I've not come across a MOSFET with a schottky between the gate and source

I may be mistaken.
Reason I thought this is because I searched for PFET + shottky, and I found a mosfet symbol with an extra diode between gate and source. It might have been a piece of a schematic rather than a symbol... or I might have have another case of dyslexia. I can't find it anymore.

I always use 'conventional current', from positive to negative. Actual electron flow is more physics/sciencey stuff. "It turns off to prevent the flow of electrons from the battery to the load (rail)?" mmm that sounds about right.

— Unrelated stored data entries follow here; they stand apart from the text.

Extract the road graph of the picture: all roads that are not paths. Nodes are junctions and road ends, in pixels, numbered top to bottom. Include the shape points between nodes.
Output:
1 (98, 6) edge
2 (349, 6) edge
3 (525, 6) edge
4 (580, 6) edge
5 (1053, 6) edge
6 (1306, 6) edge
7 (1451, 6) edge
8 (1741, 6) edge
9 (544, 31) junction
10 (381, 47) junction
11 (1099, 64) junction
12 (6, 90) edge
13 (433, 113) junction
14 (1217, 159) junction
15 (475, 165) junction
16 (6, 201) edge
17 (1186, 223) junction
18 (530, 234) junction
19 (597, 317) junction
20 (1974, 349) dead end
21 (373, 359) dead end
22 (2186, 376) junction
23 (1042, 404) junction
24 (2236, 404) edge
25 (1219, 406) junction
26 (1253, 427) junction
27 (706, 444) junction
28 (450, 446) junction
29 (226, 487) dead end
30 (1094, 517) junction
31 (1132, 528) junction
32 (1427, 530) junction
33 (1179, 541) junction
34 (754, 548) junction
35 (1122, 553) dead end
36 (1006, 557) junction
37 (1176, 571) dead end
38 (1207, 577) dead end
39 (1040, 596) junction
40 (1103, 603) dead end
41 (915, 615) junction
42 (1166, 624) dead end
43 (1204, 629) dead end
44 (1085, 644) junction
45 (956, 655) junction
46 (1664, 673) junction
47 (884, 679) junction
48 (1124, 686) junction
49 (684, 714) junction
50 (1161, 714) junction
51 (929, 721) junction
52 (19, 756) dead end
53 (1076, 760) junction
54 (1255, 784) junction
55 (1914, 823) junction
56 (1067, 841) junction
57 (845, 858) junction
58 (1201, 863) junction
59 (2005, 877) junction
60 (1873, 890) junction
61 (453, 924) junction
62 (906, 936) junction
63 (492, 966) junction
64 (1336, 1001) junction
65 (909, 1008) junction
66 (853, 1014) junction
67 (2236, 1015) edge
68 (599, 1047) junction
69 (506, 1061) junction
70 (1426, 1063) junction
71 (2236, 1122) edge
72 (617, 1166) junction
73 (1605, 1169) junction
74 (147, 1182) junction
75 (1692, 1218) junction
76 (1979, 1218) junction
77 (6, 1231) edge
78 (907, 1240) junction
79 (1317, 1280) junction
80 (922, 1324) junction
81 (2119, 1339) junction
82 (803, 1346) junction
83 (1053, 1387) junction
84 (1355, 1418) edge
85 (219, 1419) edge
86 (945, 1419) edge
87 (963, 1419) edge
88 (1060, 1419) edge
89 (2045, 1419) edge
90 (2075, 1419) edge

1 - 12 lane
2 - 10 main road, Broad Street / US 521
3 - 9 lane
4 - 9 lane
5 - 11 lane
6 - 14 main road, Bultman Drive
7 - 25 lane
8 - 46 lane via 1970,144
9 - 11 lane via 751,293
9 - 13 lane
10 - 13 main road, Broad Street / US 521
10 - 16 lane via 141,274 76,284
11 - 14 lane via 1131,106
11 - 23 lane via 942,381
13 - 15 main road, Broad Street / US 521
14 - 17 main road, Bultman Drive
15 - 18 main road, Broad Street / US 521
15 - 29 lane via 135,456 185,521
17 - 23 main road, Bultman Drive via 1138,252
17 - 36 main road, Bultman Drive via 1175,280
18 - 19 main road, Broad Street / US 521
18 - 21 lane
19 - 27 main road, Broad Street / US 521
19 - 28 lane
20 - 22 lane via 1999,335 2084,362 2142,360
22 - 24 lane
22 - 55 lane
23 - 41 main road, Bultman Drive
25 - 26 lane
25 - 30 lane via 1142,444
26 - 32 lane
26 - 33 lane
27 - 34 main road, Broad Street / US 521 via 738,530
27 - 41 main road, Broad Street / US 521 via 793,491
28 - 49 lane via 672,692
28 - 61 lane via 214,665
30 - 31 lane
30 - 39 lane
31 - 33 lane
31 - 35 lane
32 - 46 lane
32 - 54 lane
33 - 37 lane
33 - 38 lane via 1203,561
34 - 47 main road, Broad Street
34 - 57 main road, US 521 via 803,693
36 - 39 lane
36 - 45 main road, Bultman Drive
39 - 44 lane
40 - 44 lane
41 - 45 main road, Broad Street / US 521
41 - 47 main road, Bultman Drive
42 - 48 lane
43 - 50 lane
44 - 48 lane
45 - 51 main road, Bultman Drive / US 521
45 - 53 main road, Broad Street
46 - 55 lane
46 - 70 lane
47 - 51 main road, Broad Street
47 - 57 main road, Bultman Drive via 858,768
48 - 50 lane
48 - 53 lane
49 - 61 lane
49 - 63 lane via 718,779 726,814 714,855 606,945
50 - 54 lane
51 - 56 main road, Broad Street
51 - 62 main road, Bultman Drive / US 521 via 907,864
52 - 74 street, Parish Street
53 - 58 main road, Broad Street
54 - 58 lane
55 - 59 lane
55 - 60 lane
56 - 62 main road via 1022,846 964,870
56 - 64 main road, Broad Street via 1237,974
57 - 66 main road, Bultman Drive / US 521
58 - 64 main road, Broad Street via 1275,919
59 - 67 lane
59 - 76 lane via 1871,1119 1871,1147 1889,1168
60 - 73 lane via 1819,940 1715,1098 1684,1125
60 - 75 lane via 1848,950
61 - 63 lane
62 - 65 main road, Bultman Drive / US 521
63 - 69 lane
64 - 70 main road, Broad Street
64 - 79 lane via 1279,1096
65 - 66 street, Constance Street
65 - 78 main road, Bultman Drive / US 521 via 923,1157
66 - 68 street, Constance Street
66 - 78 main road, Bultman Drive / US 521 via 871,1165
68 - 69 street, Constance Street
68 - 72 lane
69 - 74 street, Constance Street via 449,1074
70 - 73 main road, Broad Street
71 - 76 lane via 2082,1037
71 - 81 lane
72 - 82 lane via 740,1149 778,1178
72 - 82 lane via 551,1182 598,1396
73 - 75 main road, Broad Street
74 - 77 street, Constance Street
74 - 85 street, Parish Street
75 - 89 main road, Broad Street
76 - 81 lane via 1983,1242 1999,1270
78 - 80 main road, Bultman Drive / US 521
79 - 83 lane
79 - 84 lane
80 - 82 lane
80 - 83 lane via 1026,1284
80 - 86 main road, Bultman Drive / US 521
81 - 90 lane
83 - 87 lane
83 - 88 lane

I'm confused, now. If you're on the same page with conventional current, then I think your page needs to be updated?

Q1 can't stop flow of current from battery to load. The internal body diode is always available to that path.
In all your responses and even your post, here, you know this.

Though there is a slight issue with the current design, when disconnecting USB power Q1 takes a while to turn on as C1 slowly discharges through R2, so you end up with a diode drop through Q1 for a few 10s of milliseconds. I would think it can be fixed with a comparator.

As you just stated, even with the FET off, current flows from battery to load with only the penalty of the diode drop.

What stops Vbat from powering the load is the presence of Vusb at a higher potential. This has nothing to do with the FET being on or off.

The FET must turn off to prevent Vusb from having a path to Vbat, and this destroying the battery.

Saying that Q1 switches off to prevent the battery from powering the load is so wrong, the only way it could possibly do that is if it were oriented with the source on the battery and the drain on the load. This is why some of the question/confusion exists in the comments on your page.

One of the comments suggests you replace the FET with a diode. And maybe that would be another step you could add on your page to show how the FET works.

If you replace the FET with a diode (simply erase the gate connection and the pulldown), the circuit works exactly the same as before, except you suffer the FVD of the diode on Vbat.

If you want to have the ability to actually switch Vbat from supplying the load, when the USB is disconnected, you could, say, add ANOTHER FET and end up with essentially an SSR.